The Army Operational Shooting Competition (AOSC), is the British Army's premier shooting competition. Part of the Defence Operational Shooting Competition (DefOSC), it is based at the National Shooting Centre in Brookwood, Surrey. It also uses Ministry of Defence (MOD) ranges in the vicinity, such as Ash and Pirbright.

==History==
Competition shooting in the British Army started in 1874 with 'non-central' matches on unit ranges. The 'Army VIII' was formed in the same year, its purpose was to select a team for Inter-Service matches organized by the National Rifle Association (NRA).
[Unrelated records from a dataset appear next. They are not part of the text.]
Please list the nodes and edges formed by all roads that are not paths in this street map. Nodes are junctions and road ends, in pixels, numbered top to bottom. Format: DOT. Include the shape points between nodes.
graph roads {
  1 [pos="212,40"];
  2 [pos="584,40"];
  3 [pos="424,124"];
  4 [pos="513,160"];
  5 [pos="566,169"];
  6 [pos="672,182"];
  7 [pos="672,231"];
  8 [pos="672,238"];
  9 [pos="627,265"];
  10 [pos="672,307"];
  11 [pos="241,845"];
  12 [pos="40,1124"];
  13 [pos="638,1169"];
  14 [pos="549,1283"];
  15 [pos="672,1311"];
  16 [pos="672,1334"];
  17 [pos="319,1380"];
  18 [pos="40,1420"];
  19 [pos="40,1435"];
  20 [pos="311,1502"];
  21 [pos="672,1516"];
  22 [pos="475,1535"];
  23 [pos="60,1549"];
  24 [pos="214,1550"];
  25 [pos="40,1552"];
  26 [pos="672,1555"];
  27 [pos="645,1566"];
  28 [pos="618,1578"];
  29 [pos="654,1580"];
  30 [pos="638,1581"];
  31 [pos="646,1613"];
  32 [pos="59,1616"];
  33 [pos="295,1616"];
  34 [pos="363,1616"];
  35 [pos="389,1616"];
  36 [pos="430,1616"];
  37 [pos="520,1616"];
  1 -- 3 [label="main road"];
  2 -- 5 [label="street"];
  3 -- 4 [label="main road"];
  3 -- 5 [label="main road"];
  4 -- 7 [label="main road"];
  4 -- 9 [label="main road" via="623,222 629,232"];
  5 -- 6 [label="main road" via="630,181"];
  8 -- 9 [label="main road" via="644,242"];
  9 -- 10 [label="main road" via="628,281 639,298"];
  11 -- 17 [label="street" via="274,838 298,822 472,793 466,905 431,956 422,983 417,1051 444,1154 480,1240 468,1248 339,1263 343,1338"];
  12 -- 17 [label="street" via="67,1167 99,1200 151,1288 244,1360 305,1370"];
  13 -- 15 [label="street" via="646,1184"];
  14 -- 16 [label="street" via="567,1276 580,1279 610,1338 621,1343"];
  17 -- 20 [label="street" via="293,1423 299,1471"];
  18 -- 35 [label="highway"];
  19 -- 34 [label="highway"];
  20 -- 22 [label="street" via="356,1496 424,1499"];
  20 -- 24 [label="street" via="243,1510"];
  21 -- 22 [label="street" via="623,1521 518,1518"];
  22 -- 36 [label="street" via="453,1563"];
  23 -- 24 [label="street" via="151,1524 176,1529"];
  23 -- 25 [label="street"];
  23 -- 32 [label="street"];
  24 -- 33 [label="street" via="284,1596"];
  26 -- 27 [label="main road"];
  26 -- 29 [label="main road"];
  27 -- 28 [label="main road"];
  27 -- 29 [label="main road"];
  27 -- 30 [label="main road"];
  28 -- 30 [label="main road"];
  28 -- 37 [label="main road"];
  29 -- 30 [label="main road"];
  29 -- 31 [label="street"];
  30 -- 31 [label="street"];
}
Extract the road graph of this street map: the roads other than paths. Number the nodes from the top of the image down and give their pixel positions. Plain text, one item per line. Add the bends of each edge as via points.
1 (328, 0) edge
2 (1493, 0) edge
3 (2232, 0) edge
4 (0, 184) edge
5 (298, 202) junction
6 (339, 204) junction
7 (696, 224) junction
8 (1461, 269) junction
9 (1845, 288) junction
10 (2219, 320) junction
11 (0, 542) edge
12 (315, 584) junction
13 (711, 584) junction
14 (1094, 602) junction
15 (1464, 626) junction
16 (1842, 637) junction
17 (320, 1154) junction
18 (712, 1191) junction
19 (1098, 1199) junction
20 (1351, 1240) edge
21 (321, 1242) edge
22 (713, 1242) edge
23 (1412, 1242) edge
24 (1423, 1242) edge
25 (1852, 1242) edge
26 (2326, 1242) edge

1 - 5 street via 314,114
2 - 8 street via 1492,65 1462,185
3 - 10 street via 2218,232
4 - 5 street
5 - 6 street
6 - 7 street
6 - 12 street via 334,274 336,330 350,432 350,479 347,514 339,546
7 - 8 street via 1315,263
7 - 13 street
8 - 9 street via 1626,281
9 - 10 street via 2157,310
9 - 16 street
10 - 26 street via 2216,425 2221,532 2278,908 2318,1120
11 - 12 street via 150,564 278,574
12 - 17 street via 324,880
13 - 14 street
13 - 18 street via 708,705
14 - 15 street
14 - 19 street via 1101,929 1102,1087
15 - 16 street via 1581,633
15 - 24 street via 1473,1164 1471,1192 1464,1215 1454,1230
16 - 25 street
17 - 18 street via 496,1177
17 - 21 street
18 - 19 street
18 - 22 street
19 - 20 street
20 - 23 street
The Army Rifle Association (ARA) which was founded in 1893, became the governing body of service shooting. It was formed to encourage interest in service shooting to "promote interest in small arms shooting for service purposes by means of collective competitions, matches being framed to induce practice in methods which le[a]d to increased efficiency on the battlefield". By the 1970s, all three services had established their own competitions and associations, the army's going under the name of 'Regular Army Skill at Arms Meeting' or RASAM, (also known as 'RASAAM' - [Regular Army Skill At Arms Meeting]). As part of constant up-dating, the event's name was changed to the 'Army Operational Shooting Competition' in 2009.

Figure targets were first used in 1908. The electric target range (ETR) came on stream in 1967. A moving target match was introduced in 1974 with two infantry night shooting matches being competed-for initially in 1982. Firing in respirators and a 'march and shoot' competition was introduced in 1986. Casualty recovery and the carrying of 15 kg of personal equipment was brought in 2009.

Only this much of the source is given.